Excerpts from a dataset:

◆ ◆ ◆

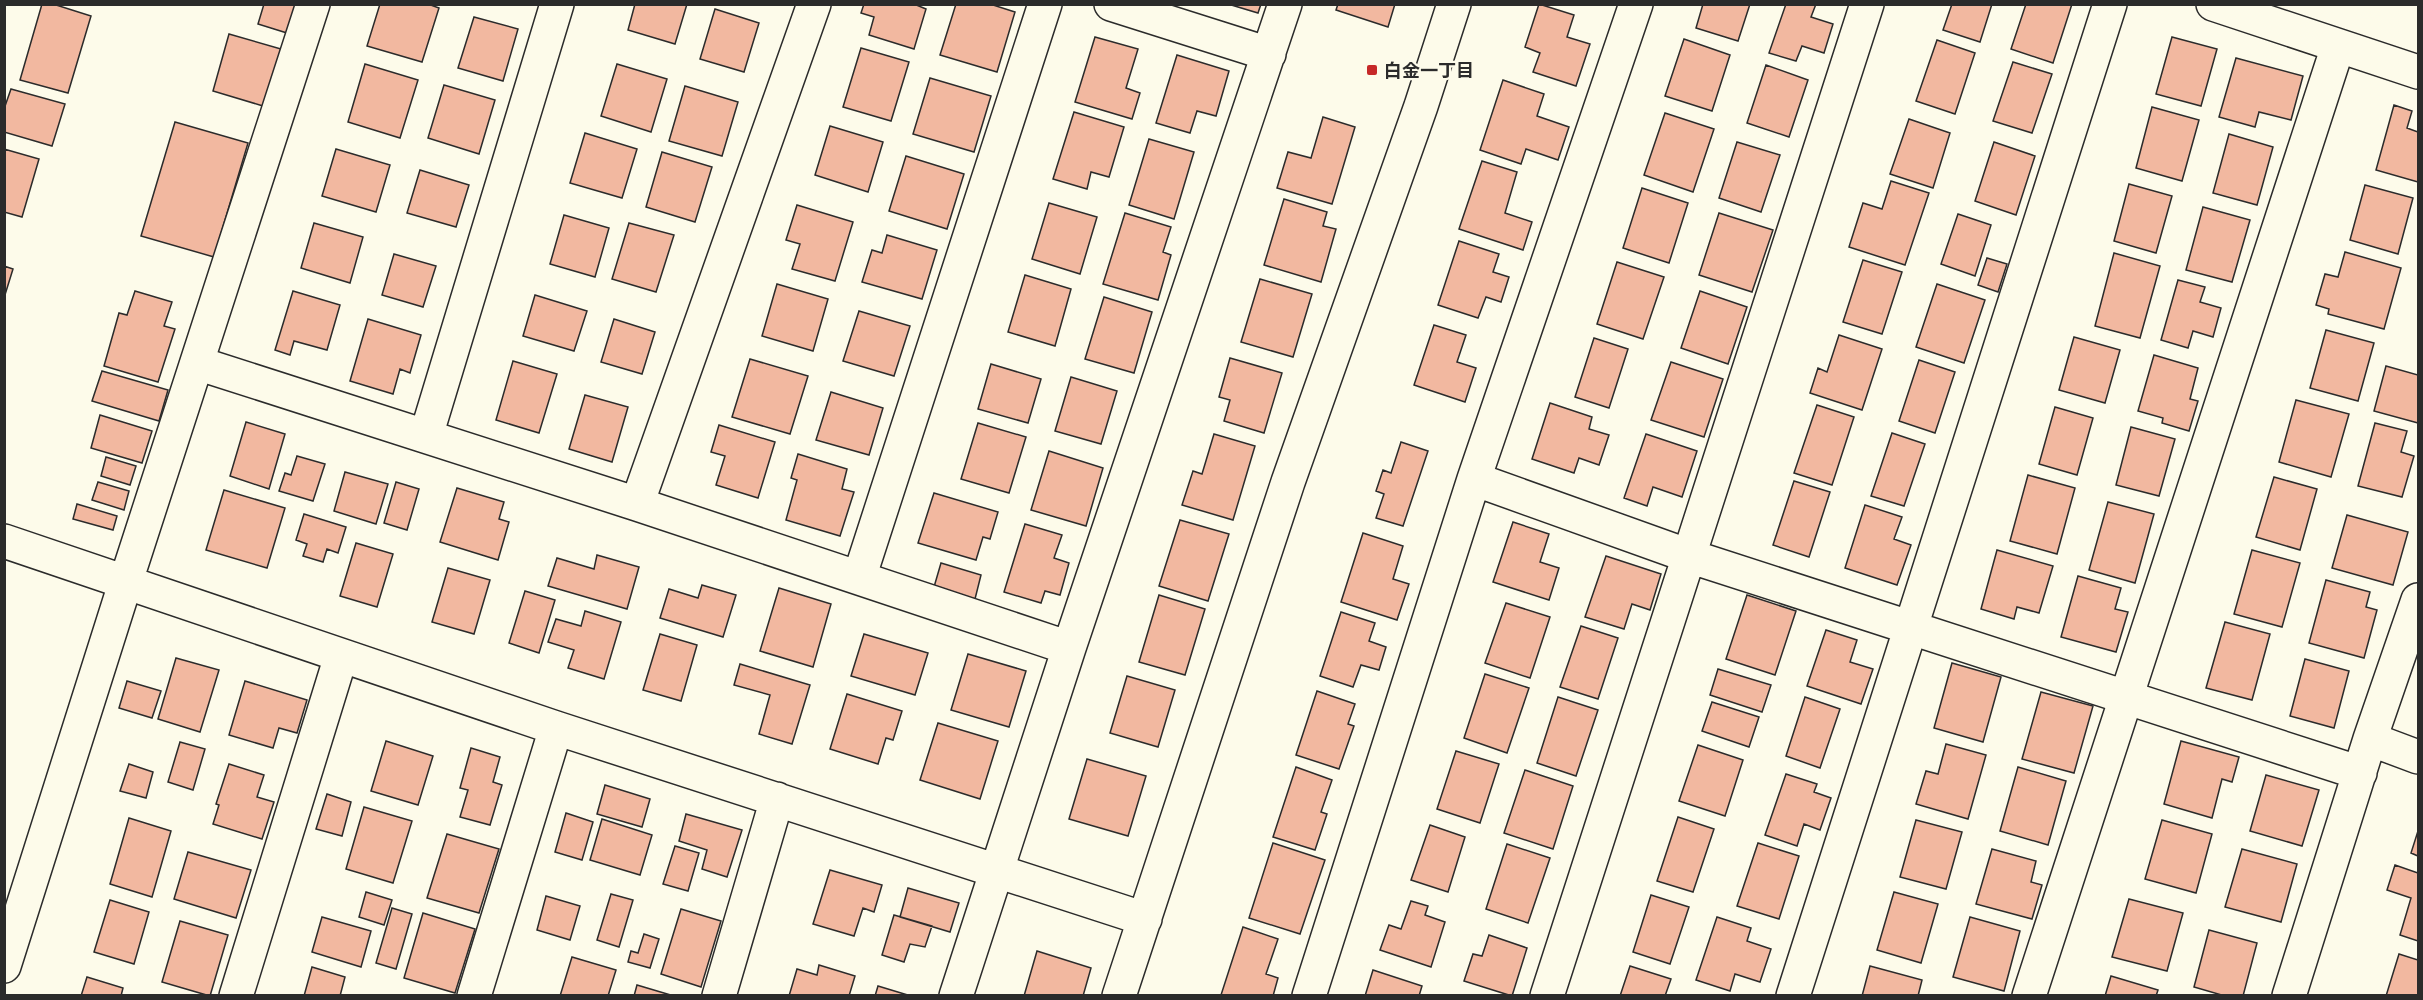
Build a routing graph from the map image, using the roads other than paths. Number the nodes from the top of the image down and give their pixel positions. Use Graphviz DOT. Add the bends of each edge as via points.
graph roads {
  1 [pos="313,4"];
  2 [pos="557,4"];
  3 [pos="814,4"];
  4 [pos="1045,4"];
  5 [pos="1111,4"];
  6 [pos="1285,4"];
  7 [pos="1454,4"];
  8 [pos="1636,4"];
  9 [pos="1867,4"];
  10 [pos="2110,4"];
  11 [pos="2213,4"];
  12 [pos="2338,46"];
  13 [pos="1269,54"];
  14 [pos="2418,72"];
  15 [pos="197,363"];
  16 [pos="426,436"];
  17 [pos="1474,479"];
  18 [pos="637,504"];
  19 [pos="4,541"];
  20 [pos="1689,555"];
  21 [pos="859,578"];
  22 [pos="126,581"];
  23 [pos="2418,600"];
  24 [pos="1912,628"];
  25 [pos="1069,648"];
  26 [pos="341,656"];
  27 [pos="2126,697"];
  28 [pos="556,728"];
  29 [pos="2370,739"];
  30 [pos="2418,758"];
  31 [pos="2360,773"];
  32 [pos="777,800"];
  33 [pos="998,870"];
  34 [pos="1145,919"];
  35 [pos="4,966"];
  36 [pos="236,996"];
  37 [pos="474,996"];
  38 [pos="719,996"];
  39 [pos="956,996"];
  40 [pos="1119,996"];
  41 [pos="1309,996"];
  42 [pos="1547,996"];
  43 [pos="1793,996"];
  44 [pos="2029,996"];
  45 [pos="2289,996"];
  1 -- 15 [label="street"];
  2 -- 16 [label="street"];
  3 -- 18 [label="street"];
  4 -- 21 [label="street"];
  5 -- 13 [label="street"];
  6 -- 13 [label="street"];
  7 -- 34 [label="street" via="1288,482"];
  8 -- 17 [label="street"];
  9 -- 20 [label="street"];
  10 -- 24 [label="street"];
  11 -- 12 [label="street"];
  12 -- 14 [label="street"];
  12 -- 27 [label="street"];
  13 -- 25 [label="street"];
  15 -- 16 [label="street"];
  15 -- 22 [label="street"];
  16 -- 18 [label="street"];
  17 -- 20 [label="street"];
  17 -- 41 [label="street"];
  18 -- 21 [label="street"];
  19 -- 22 [label="street"];
  20 -- 24 [label="street"];
  20 -- 42 [label="street"];
  21 -- 25 [label="street"];
  22 -- 26 [label="street"];
  22 -- 35 [label="street"];
  23 -- 29 [label="street"];
  24 -- 27 [label="street"];
  24 -- 43 [label="street"];
  25 -- 33 [label="street"];
  26 -- 28 [label="street"];
  26 -- 36 [label="street"];
  27 -- 31 [label="street"];
  27 -- 44 [label="street"];
  28 -- 32 [label="street"];
  28 -- 37 [label="street"];
  29 -- 30 [label="street"];
  29 -- 31 [label="street"];
  31 -- 45 [label="street"];
  32 -- 33 [label="street"];
  32 -- 38 [label="street"];
  33 -- 34 [label="street"];
  33 -- 39 [label="street"];
  34 -- 40 [label="street"];
}
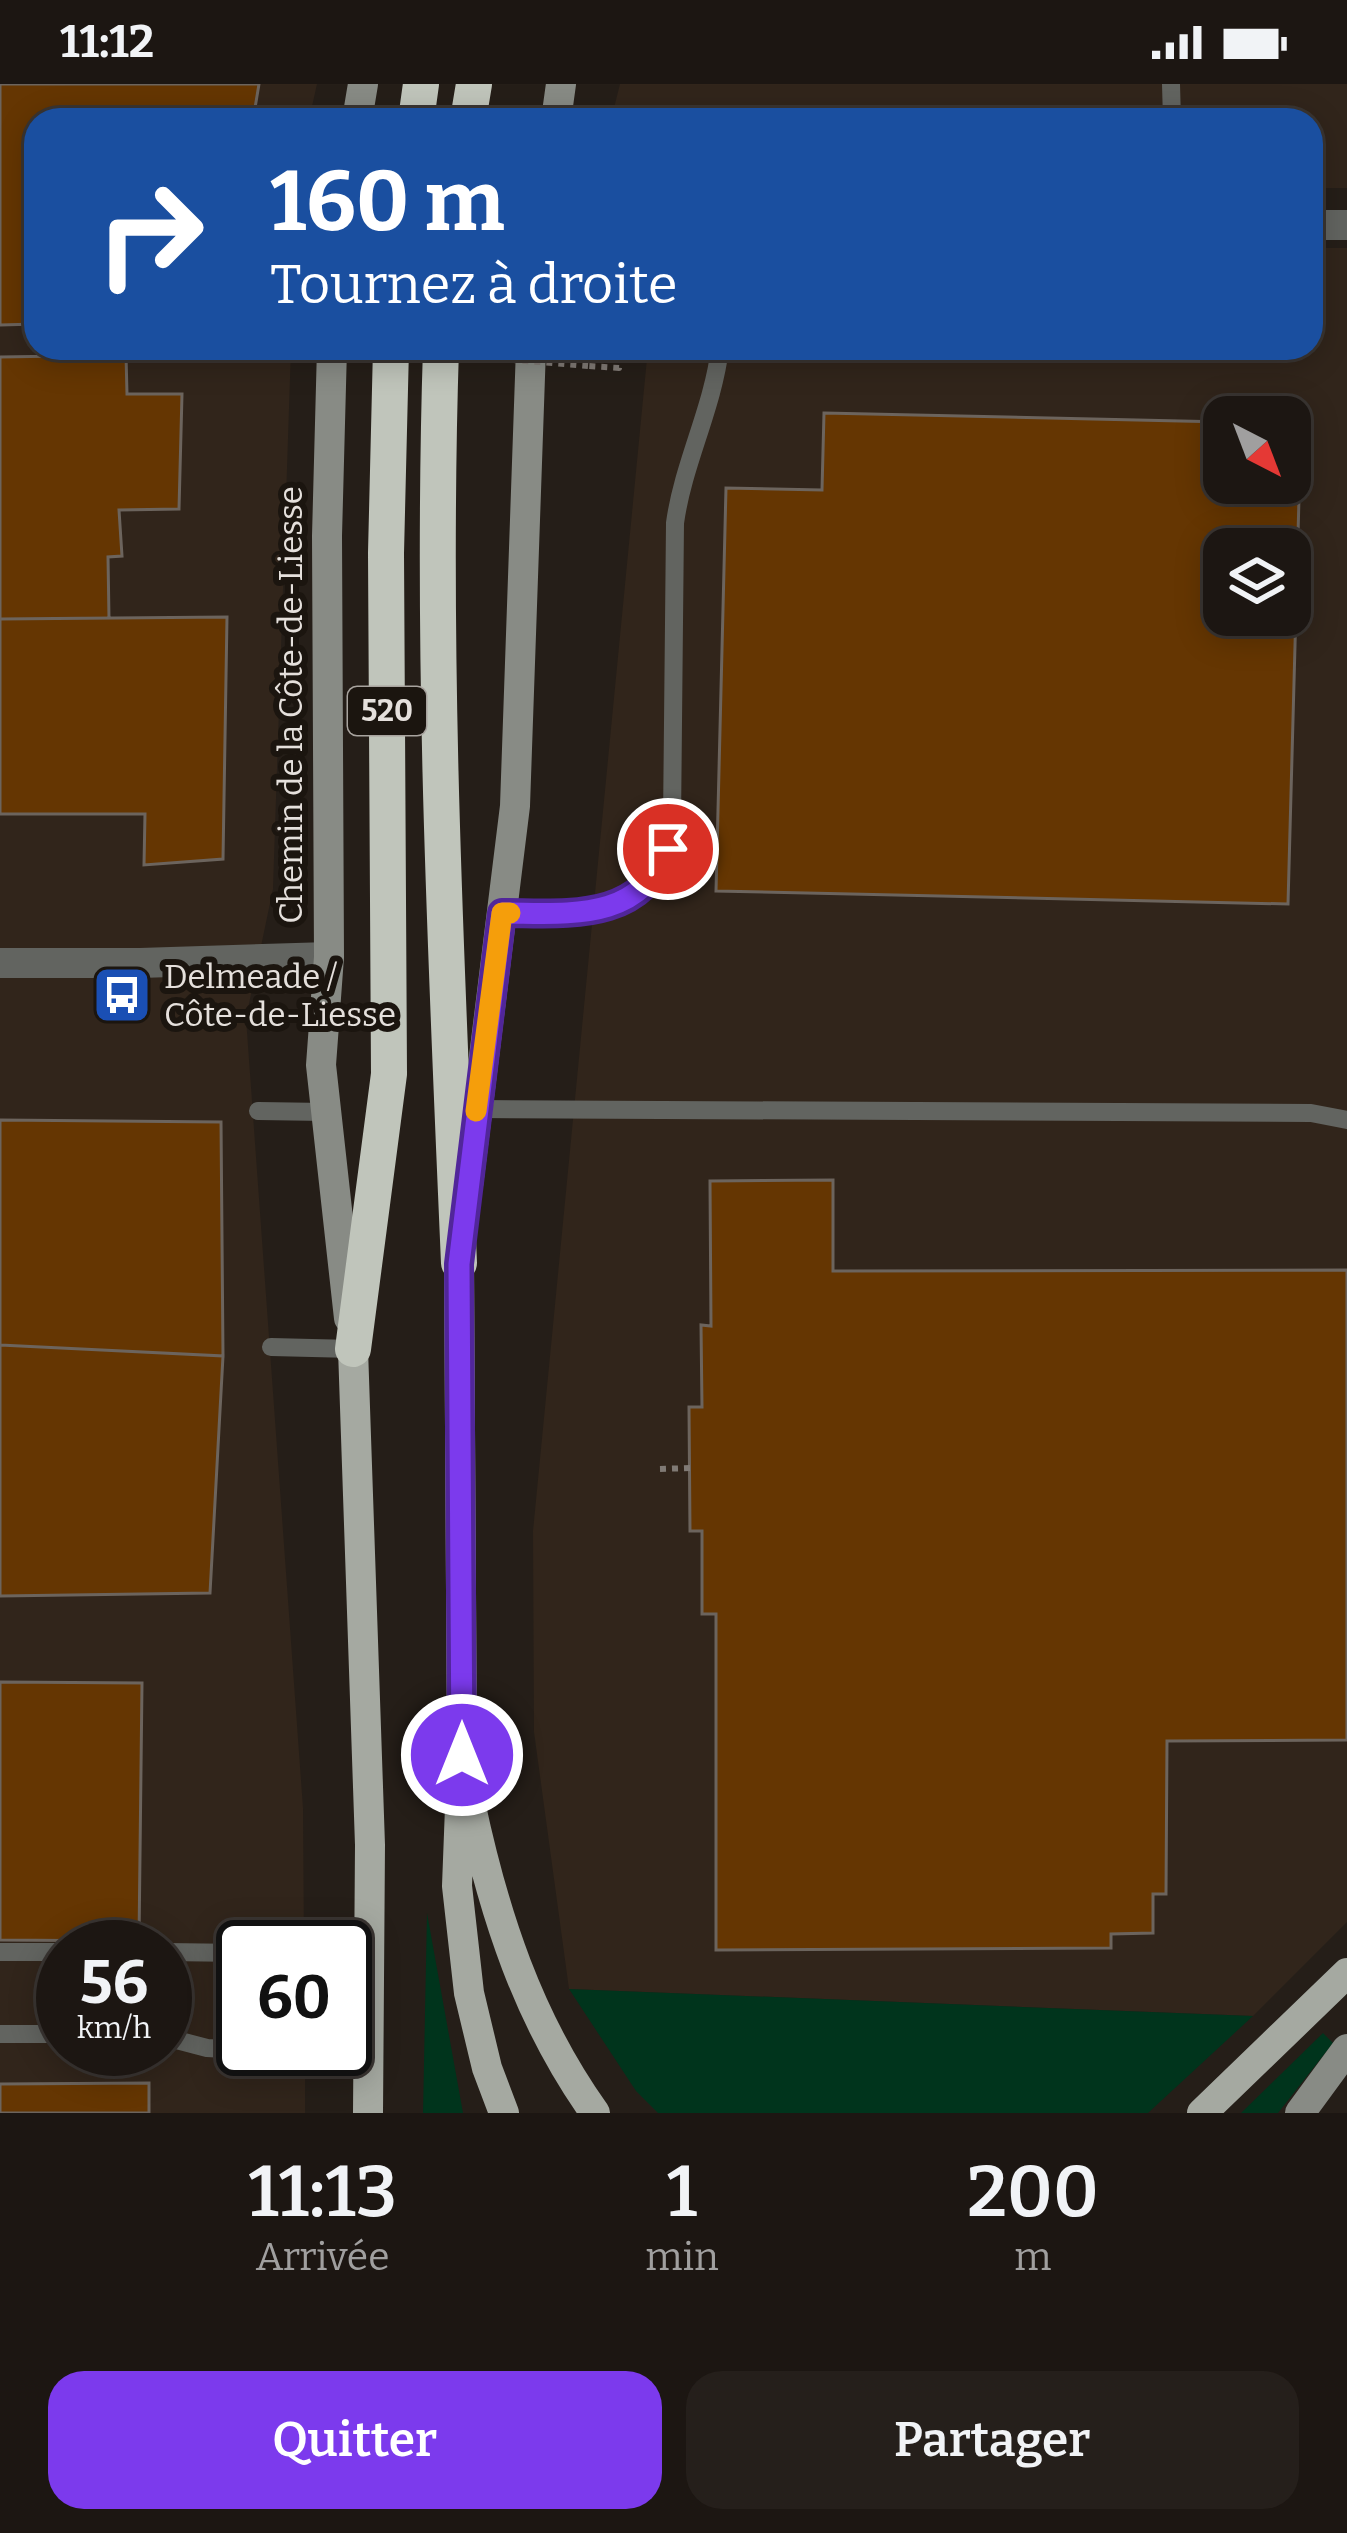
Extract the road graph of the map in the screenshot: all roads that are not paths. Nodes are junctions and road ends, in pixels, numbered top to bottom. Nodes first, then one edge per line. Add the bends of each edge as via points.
1 (332, 360) edge
2 (391, 360) edge
3 (441, 360) edge
4 (543, 360) edge
5 (718, 360) edge
6 (502, 913) junction
7 (329, 957) junction
8 (0, 963) edge
9 (477, 1109) junction
10 (258, 1111) dead end
11 (326, 1112) junction
12 (1347, 1120) edge
13 (459, 1264) junction
14 (271, 1347) dead end
15 (352, 1348) junction
16 (462, 1755) junction
17 (361, 1920) edge
18 (0, 1952) edge
19 (36, 1952) edge
20 (1347, 1972) edge
21 (36, 2034) edge
22 (0, 2035) edge
23 (1347, 2049) edge
24 (368, 2076) edge
25 (368, 2113) edge
26 (504, 2113) edge
27 (596, 2113) edge
28 (1202, 2113) edge
29 (1300, 2113) edge

1 - 7 main road, Chemin de la Côte-de-Liesse
2 - 15 highway, Chemin de la Côte-de-Liesse / 520 via 388,1074
3 - 13 highway, 520 via 439,785
4 - 6 main road
5 - 6 lane via 675,524 668,849 647,884 614,906
6 - 9 main road
7 - 8 street
7 - 11 main road, Chemin de la Côte-de-Liesse
9 - 12 lane via 1311,1113
9 - 13 main road
10 - 11 lane
11 - 15 main road, Chemin de la Côte-de-Liesse
13 - 16 main road
14 - 15 lane
15 - 17 main road, Chemin de la Côte-de-Liesse via 370,1845
16 - 26 main road via 463,1956
16 - 27 main road via 520,1978 556,2055
18 - 19 lane
20 - 28 main road
21 - 22 lane
23 - 29 main road
24 - 25 main road, Chemin de la Côte-de-Liesse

◆ ◆ ◆

WHAT THE TASK REQUIRES
All of the entries, apart from the pictures, must be returned exactly.

FINISHED TASK
Build a routing graph from the map image, using the roads other than paths. Number the nodes from the top of the image down and give their pixel positions. Use Graphviz DOT. Add the bends of each edge as via points.
graph roads {
  1 [pos="313,4"];
  2 [pos="557,4"];
  3 [pos="814,4"];
  4 [pos="1045,4"];
  5 [pos="1111,4"];
  6 [pos="1285,4"];
  7 [pos="1454,4"];
  8 [pos="1636,4"];
  9 [pos="1867,4"];
  10 [pos="2110,4"];
  11 [pos="2213,4"];
  12 [pos="2338,46"];
  13 [pos="1269,54"];
  14 [pos="2418,72"];
  15 [pos="197,363"];
  16 [pos="426,436"];
  17 [pos="1474,479"];
  18 [pos="637,504"];
  19 [pos="4,541"];
  20 [pos="1689,555"];
  21 [pos="859,578"];
  22 [pos="126,581"];
  23 [pos="2418,600"];
  24 [pos="1912,628"];
  25 [pos="1069,648"];
  26 [pos="341,656"];
  27 [pos="2126,697"];
  28 [pos="556,728"];
  29 [pos="2370,739"];
  30 [pos="2418,758"];
  31 [pos="2360,773"];
  32 [pos="777,800"];
  33 [pos="998,870"];
  34 [pos="1145,919"];
  35 [pos="4,966"];
  36 [pos="236,996"];
  37 [pos="474,996"];
  38 [pos="719,996"];
  39 [pos="956,996"];
  40 [pos="1119,996"];
  41 [pos="1309,996"];
  42 [pos="1547,996"];
  43 [pos="1793,996"];
  44 [pos="2029,996"];
  45 [pos="2289,996"];
  1 -- 15 [label="street"];
  2 -- 16 [label="street"];
  3 -- 18 [label="street"];
  4 -- 21 [label="street"];
  5 -- 13 [label="street"];
  6 -- 13 [label="street"];
  7 -- 34 [label="street" via="1288,482"];
  8 -- 17 [label="street"];
  9 -- 20 [label="street"];
  10 -- 24 [label="street"];
  11 -- 12 [label="street"];
  12 -- 14 [label="street"];
  12 -- 27 [label="street"];
  13 -- 25 [label="street"];
  15 -- 16 [label="street"];
  15 -- 22 [label="street"];
  16 -- 18 [label="street"];
  17 -- 20 [label="street"];
  17 -- 41 [label="street"];
  18 -- 21 [label="street"];
  19 -- 22 [label="street"];
  20 -- 24 [label="street"];
  20 -- 42 [label="street"];
  21 -- 25 [label="street"];
  22 -- 26 [label="street"];
  22 -- 35 [label="street"];
  23 -- 29 [label="street"];
  24 -- 27 [label="street"];
  24 -- 43 [label="street"];
  25 -- 33 [label="street"];
  26 -- 28 [label="street"];
  26 -- 36 [label="street"];
  27 -- 31 [label="street"];
  27 -- 44 [label="street"];
  28 -- 32 [label="street"];
  28 -- 37 [label="street"];
  29 -- 30 [label="street"];
  29 -- 31 [label="street"];
  31 -- 45 [label="street"];
  32 -- 33 [label="street"];
  32 -- 38 [label="street"];
  33 -- 34 [label="street"];
  33 -- 39 [label="street"];
  34 -- 40 [label="street"];
}
Extract the road graph of the map in the screenshot: all roads that are not paths. Nodes are junctions and road ends, in pixels, numbered top to bottom. Nodes first, then one edge per line. Add the bends of each edge as via points.
1 (332, 360) edge
2 (391, 360) edge
3 (441, 360) edge
4 (543, 360) edge
5 (718, 360) edge
6 (502, 913) junction
7 (329, 957) junction
8 (0, 963) edge
9 (477, 1109) junction
10 (258, 1111) dead end
11 (326, 1112) junction
12 (1347, 1120) edge
13 (459, 1264) junction
14 (271, 1347) dead end
15 (352, 1348) junction
16 (462, 1755) junction
17 (361, 1920) edge
18 (0, 1952) edge
19 (36, 1952) edge
20 (1347, 1972) edge
21 (36, 2034) edge
22 (0, 2035) edge
23 (1347, 2049) edge
24 (368, 2076) edge
25 (368, 2113) edge
26 (504, 2113) edge
27 (596, 2113) edge
28 (1202, 2113) edge
29 (1300, 2113) edge

1 - 7 main road, Chemin de la Côte-de-Liesse
2 - 15 highway, Chemin de la Côte-de-Liesse / 520 via 388,1074
3 - 13 highway, 520 via 439,785
4 - 6 main road
5 - 6 lane via 675,524 668,849 647,884 614,906
6 - 9 main road
7 - 8 street
7 - 11 main road, Chemin de la Côte-de-Liesse
9 - 12 lane via 1311,1113
9 - 13 main road
10 - 11 lane
11 - 15 main road, Chemin de la Côte-de-Liesse
13 - 16 main road
14 - 15 lane
15 - 17 main road, Chemin de la Côte-de-Liesse via 370,1845
16 - 26 main road via 463,1956
16 - 27 main road via 520,1978 556,2055
18 - 19 lane
20 - 28 main road
21 - 22 lane
23 - 29 main road
24 - 25 main road, Chemin de la Côte-de-Liesse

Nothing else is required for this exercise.